▶ Records to process
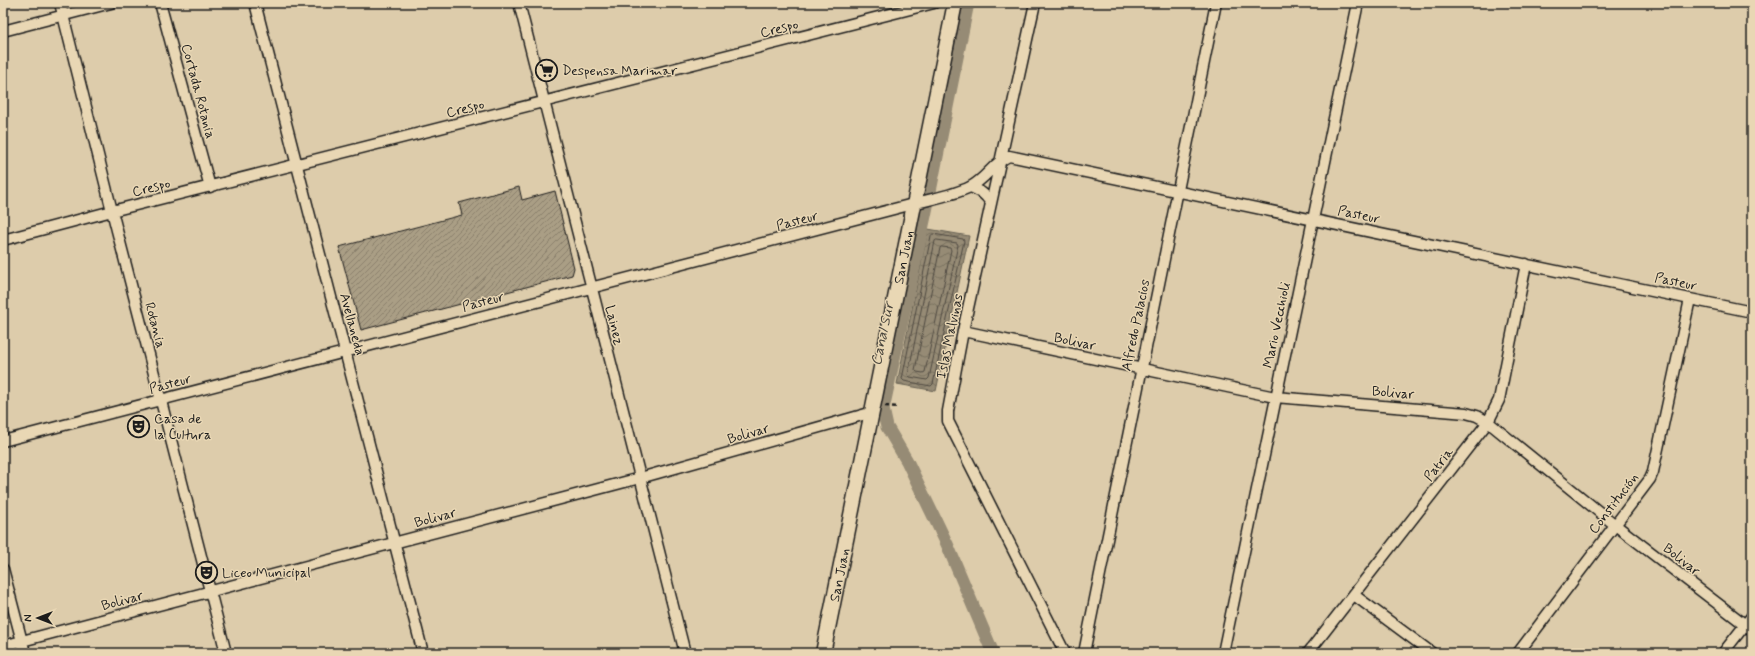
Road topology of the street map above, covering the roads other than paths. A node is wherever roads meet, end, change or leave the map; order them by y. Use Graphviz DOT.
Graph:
graph roads {
  1 [pos="60,3"];
  2 [pos="111,3"];
  3 [pos="160,3"];
  4 [pos="254,3"];
  5 [pos="519,3"];
  6 [pos="934,3"];
  7 [pos="955,3"];
  8 [pos="1035,3"];
  9 [pos="1216,3"];
  10 [pos="1358,3"];
  11 [pos="64,15"];
  12 [pos="3,31"];
  13 [pos="543,103"];
  14 [pos="1001,159"];
  15 [pos="297,165"];
  16 [pos="210,187"];
  17 [pos="970,187"];
  18 [pos="1178,192"];
  19 [pos="991,203"];
  20 [pos="913,204"];
  21 [pos="112,211"];
  22 [pos="1312,218"];
  23 [pos="3,240"];
  24 [pos="1526,264"];
  25 [pos="591,288"];
  26 [pos="1690,299"];
  27 [pos="1752,312"];
  28 [pos="963,331"];
  29 [pos="346,352"];
  30 [pos="1140,369"];
  31 [pos="1276,397"];
  32 [pos="160,400"];
  33 [pos="876,409"];
  34 [pos="1488,422"];
  35 [pos="3,441"];
  36 [pos="640,478"];
  37 [pos="1614,524"];
  38 [pos="394,542"];
  39 [pos="3,570"];
  40 [pos="210,591"];
  41 [pos="1354,595"];
  42 [pos="1752,616"];
  43 [pos="1748,628"];
  44 [pos="22,642"];
  45 [pos="3,646"];
  46 [pos="25,653"];
  47 [pos="226,653"];
  48 [pos="423,653"];
  49 [pos="685,653"];
  50 [pos="823,653"];
  51 [pos="1065,653"];
  52 [pos="1084,653"];
  53 [pos="1223,653"];
  54 [pos="1308,653"];
  55 [pos="1432,653"];
  56 [pos="1518,653"];
  57 [pos="1723,653"];
  1 -- 11 [label="street, Rotania"];
  2 -- 11 [label="street"];
  3 -- 16 [label="street, Cortada Rotania"];
  4 -- 15 [label="street, Avellaneda"];
  5 -- 13 [label="street, Lainez"];
  6 -- 13 [label="street, Crespo"];
  7 -- 20 [label="street, San Juan"];
  8 -- 14 [label="street, Islas Malvinas"];
  9 -- 18 [label="street, Alfredo Palacios"];
  10 -- 22 [label="street, Mario Vecchioli"];
  11 -- 12 [label="street"];
  11 -- 21 [label="street, Rotania"];
  13 -- 15 [label="street, Crespo"];
  13 -- 25 [label="street, Lainez"];
  14 -- 17 [label="street, Pasteur"];
  14 -- 18 [label="street, Pasteur"];
  14 -- 19 [label="street, Islas Malvinas"];
  15 -- 16 [label="street, Crespo"];
  15 -- 29 [label="street, Avellaneda"];
  16 -- 21 [label="street, Crespo"];
  17 -- 19 [label="street"];
  17 -- 20 [label="street, Pasteur"];
  18 -- 22 [label="street, Pasteur"];
  18 -- 30 [label="street, Alfredo Palacios"];
  19 -- 28 [label="street, Islas Malvinas"];
  20 -- 25 [label="street, Pasteur"];
  20 -- 33 [label="street, San Juan"];
  21 -- 23 [label="street, Crespo"];
  21 -- 32 [label="street, Rotania"];
  22 -- 24 [label="street, Pasteur"];
  22 -- 31 [label="street, Mario Vecchioli"];
  24 -- 26 [label="street, Pasteur"];
  24 -- 34 [label="street, Patria"];
  25 -- 29 [label="street, Pasteur"];
  25 -- 36 [label="street, Lainez"];
  26 -- 27 [label="street, Pasteur"];
  26 -- 37 [label="street, Constitución"];
  28 -- 30 [label="street, Bolivar"];
  28 -- 51 [label="street, Islas Malvinas"];
  29 -- 32 [label="street, Pasteur"];
  29 -- 38 [label="street, Avellaneda"];
  30 -- 31 [label="street, Bolivar"];
  30 -- 52 [label="street, Alfredo Palacios"];
  31 -- 34 [label="street, Bolivar"];
  31 -- 53 [label="street, Mario Vecchioli"];
  32 -- 35 [label="street, Pasteur"];
  32 -- 40 [label="street, Rotania"];
  33 -- 36 [label="street, Bolivar"];
  33 -- 50 [label="street, San Juan"];
  34 -- 37 [label="street, Bolivar"];
  34 -- 41 [label="street, Patria"];
  36 -- 38 [label="street, Bolivar"];
  36 -- 49 [label="street, Lainez"];
  37 -- 43 [label="street, Bolivar"];
  37 -- 56 [label="street, Constitución"];
  38 -- 40 [label="street, Bolivar"];
  38 -- 48 [label="street, Avellaneda"];
  39 -- 44 [label="street"];
  40 -- 44 [label="street, Bolivar"];
  40 -- 47 [label="street, Rotania"];
  41 -- 54 [label="street, Patria"];
  41 -- 55 [label="street"];
  42 -- 43 [label="street"];
  43 -- 57 [label="street"];
  44 -- 45 [label="street, Bolivar"];
  44 -- 46 [label="street"];
}
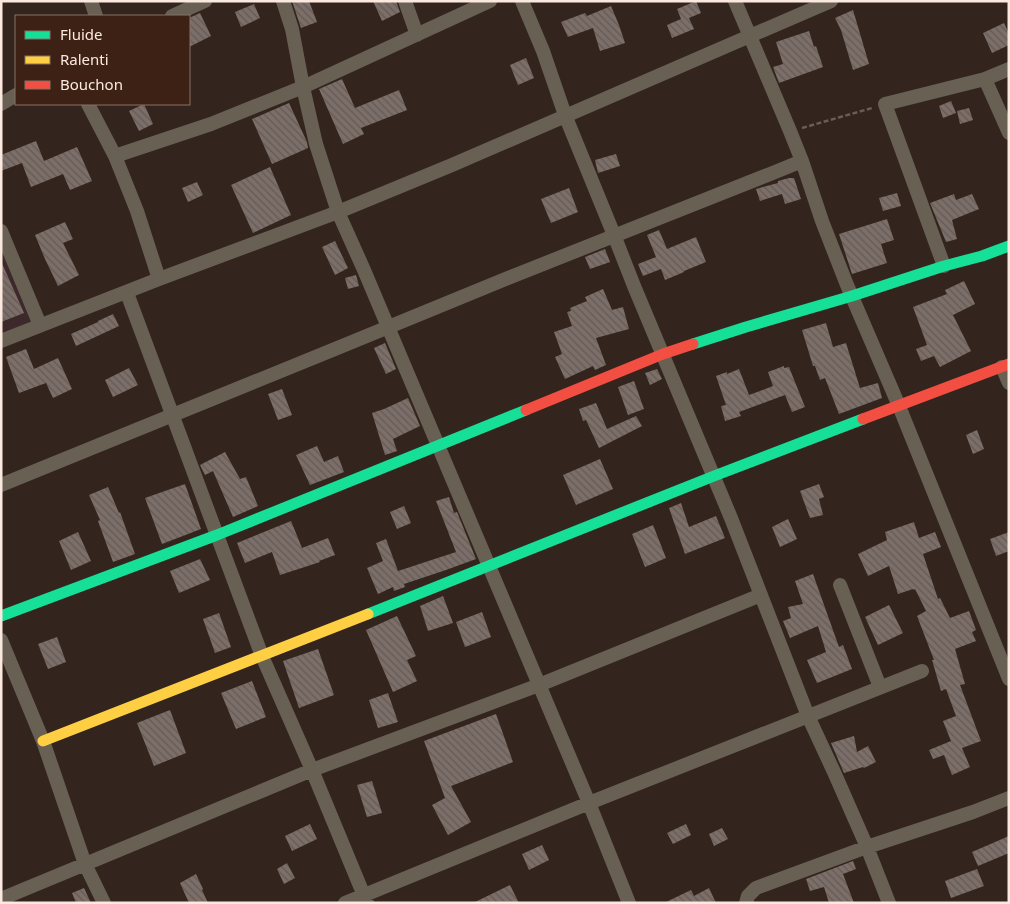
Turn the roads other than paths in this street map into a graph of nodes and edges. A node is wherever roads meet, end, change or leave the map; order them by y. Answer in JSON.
{"nodes":[{"id":1,"x":91,"y":1,"type":"edge"},
{"id":2,"x":283,"y":1,"type":"edge"},
{"id":3,"x":405,"y":1,"type":"edge"},
{"id":4,"x":490,"y":1,"type":"edge"},
{"id":5,"x":522,"y":1,"type":"edge"},
{"id":6,"x":734,"y":1,"type":"edge"},
{"id":7,"x":831,"y":1,"type":"edge"},
{"id":8,"x":200,"y":2,"type":"edge"},
{"id":9,"x":96,"y":15,"type":"edge"},
{"id":10,"x":174,"y":15,"type":"edge"},
{"id":11,"x":417,"y":35,"type":"junction"},
{"id":12,"x":750,"y":36,"type":"junction"},
{"id":13,"x":1009,"y":69,"type":"edge"},
{"id":14,"x":985,"y":79,"type":"junction"},
{"id":15,"x":303,"y":87,"type":"junction"},
{"id":16,"x":15,"y":96,"type":"edge"},
{"id":17,"x":1,"y":104,"type":"edge"},
{"id":18,"x":89,"y":105,"type":"edge"},
{"id":19,"x":565,"y":115,"type":"junction"},
{"id":20,"x":1009,"y":133,"type":"edge"},
{"id":21,"x":116,"y":156,"type":"junction"},
{"id":22,"x":802,"y":161,"type":"junction"},
{"id":23,"x":338,"y":212,"type":"junction"},
{"id":24,"x":1,"y":232,"type":"edge"},
{"id":25,"x":614,"y":235,"type":"junction"},
{"id":26,"x":1009,"y":246,"type":"edge"},
{"id":27,"x":944,"y":266,"type":"junction"},
{"id":28,"x":159,"y":279,"type":"junction"},
{"id":29,"x":127,"y":293,"type":"junction"},
{"id":30,"x":852,"y":296,"type":"junction"},
{"id":31,"x":40,"y":325,"type":"junction"},
{"id":32,"x":388,"y":327,"type":"junction"},
{"id":33,"x":1,"y":341,"type":"edge"},
{"id":34,"x":663,"y":354,"type":"junction"},
{"id":35,"x":1005,"y":365,"type":"edge"},
{"id":36,"x":1009,"y":383,"type":"edge"},
{"id":37,"x":899,"y":406,"type":"junction"},
{"id":38,"x":173,"y":416,"type":"junction"},
{"id":39,"x":438,"y":446,"type":"junction"},
{"id":40,"x":714,"y":476,"type":"junction"},
{"id":41,"x":1,"y":485,"type":"edge"},
{"id":42,"x":217,"y":535,"type":"junction"},
{"id":43,"x":489,"y":566,"type":"junction"},
{"id":44,"x":840,"y":585,"type":"dead end"},
{"id":45,"x":761,"y":595,"type":"junction"},
{"id":46,"x":1,"y":616,"type":"edge"},
{"id":47,"x":1,"y":640,"type":"edge"},
{"id":48,"x":262,"y":656,"type":"junction"},
{"id":49,"x":922,"y":670,"type":"dead end"},
{"id":50,"x":1009,"y":679,"type":"edge"},
{"id":51,"x":539,"y":685,"type":"junction"},
{"id":52,"x":880,"y":688,"type":"junction"},
{"id":53,"x":808,"y":716,"type":"junction"},
{"id":54,"x":43,"y":740,"type":"junction"},
{"id":55,"x":312,"y":770,"type":"junction"},
{"id":56,"x":1009,"y":798,"type":"edge"},
{"id":57,"x":589,"y":803,"type":"junction"},
{"id":58,"x":867,"y":847,"type":"junction"},
{"id":59,"x":86,"y":864,"type":"junction"},
{"id":60,"x":1,"y":899,"type":"edge"},
{"id":61,"x":366,"y":899,"type":"edge"},
{"id":62,"x":104,"y":903,"type":"edge"},
{"id":63,"x":345,"y":903,"type":"edge"},
{"id":64,"x":629,"y":903,"type":"edge"},
{"id":65,"x":746,"y":903,"type":"edge"},
{"id":66,"x":889,"y":903,"type":"edge"}],
"edges":[{"from":1,"to":9,"type":"street"},
{"from":2,"to":15,"type":"street"},
{"from":3,"to":11,"type":"street"},
{"from":4,"to":11,"type":"street"},
{"from":5,"to":19,"type":"street"},
{"from":6,"to":12,"type":"street"},
{"from":7,"to":12,"type":"street"},
{"from":8,"to":10,"type":"street"},
{"from":11,"to":15,"type":"street"},
{"from":12,"to":19,"type":"street"},
{"from":12,"to":22,"type":"street"},
{"from":13,"to":14,"type":"street"},
{"from":14,"to":20,"type":"street"},
{"from":14,"to":27,"type":"street"},
{"from":15,"to":21,"type":"street"},
{"from":15,"to":23,"type":"street"},
{"from":16,"to":17,"type":"street"},
{"from":18,"to":21,"type":"street"},
{"from":19,"to":23,"type":"street"},
{"from":19,"to":25,"type":"street"},
{"from":21,"to":28,"type":"street"},
{"from":22,"to":25,"type":"street"},
{"from":22,"to":30,"type":"street"},
{"from":23,"to":28,"type":"street"},
{"from":23,"to":32,"type":"street"},
{"from":24,"to":31,"type":"street"},
{"from":25,"to":32,"type":"street"},
{"from":25,"to":34,"type":"street"},
{"from":26,"to":27,"type":"street"},
{"from":27,"to":30,"type":"street"},
{"from":28,"to":29,"type":"street"},
{"from":29,"to":31,"type":"street"},
{"from":29,"to":38,"type":"street"},
{"from":30,"to":34,"type":"street"},
{"from":30,"to":37,"type":"street"},
{"from":31,"to":33,"type":"street"},
{"from":32,"to":38,"type":"street"},
{"from":32,"to":39,"type":"street"},
{"from":34,"to":39,"type":"street"},
{"from":34,"to":40,"type":"street"},
{"from":35,"to":36,"type":"street"},
{"from":35,"to":37,"type":"street"},
{"from":37,"to":40,"type":"street"},
{"from":37,"to":50,"type":"street"},
{"from":38,"to":41,"type":"street"},
{"from":38,"to":42,"type":"street"},
{"from":39,"to":42,"type":"street"},
{"from":39,"to":43,"type":"street"},
{"from":40,"to":43,"type":"street"},
{"from":40,"to":45,"type":"street"},
{"from":42,"to":46,"type":"street"},
{"from":42,"to":48,"type":"street"},
{"from":43,"to":48,"type":"street"},
{"from":43,"to":51,"type":"street"},
{"from":44,"to":52,"type":"street"},
{"from":45,"to":51,"type":"street"},
{"from":45,"to":53,"type":"street"},
{"from":47,"to":54,"type":"street"},
{"from":48,"to":54,"type":"street"},
{"from":48,"to":55,"type":"street"},
{"from":49,"to":52,"type":"street"},
{"from":51,"to":55,"type":"street"},
{"from":51,"to":57,"type":"street"},
{"from":52,"to":53,"type":"street"},
{"from":53,"to":57,"type":"street"},
{"from":53,"to":58,"type":"street"},
{"from":54,"to":59,"type":"street"},
{"from":55,"to":59,"type":"street"},
{"from":55,"to":61,"type":"street"},
{"from":56,"to":58,"type":"street"},
{"from":57,"to":61,"type":"street"},
{"from":57,"to":64,"type":"street"},
{"from":58,"to":65,"type":"street"},
{"from":58,"to":66,"type":"street"},
{"from":59,"to":60,"type":"street"},
{"from":59,"to":62,"type":"street"},
{"from":61,"to":63,"type":"street"}]}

▶ Instructions for the task
Pull every line with the string "paths" from the data above.

▶ Written reply
Road topology of the street map above, covering the roads other than paths. A node is wherever roads meet, end, change or leave the map; order them by y. Use Graphviz DOT.
Turn the roads other than paths in this street map into a graph of nodes and edges. A node is wherever roads meet, end, change or leave the map; order them by y. Answer in JSON.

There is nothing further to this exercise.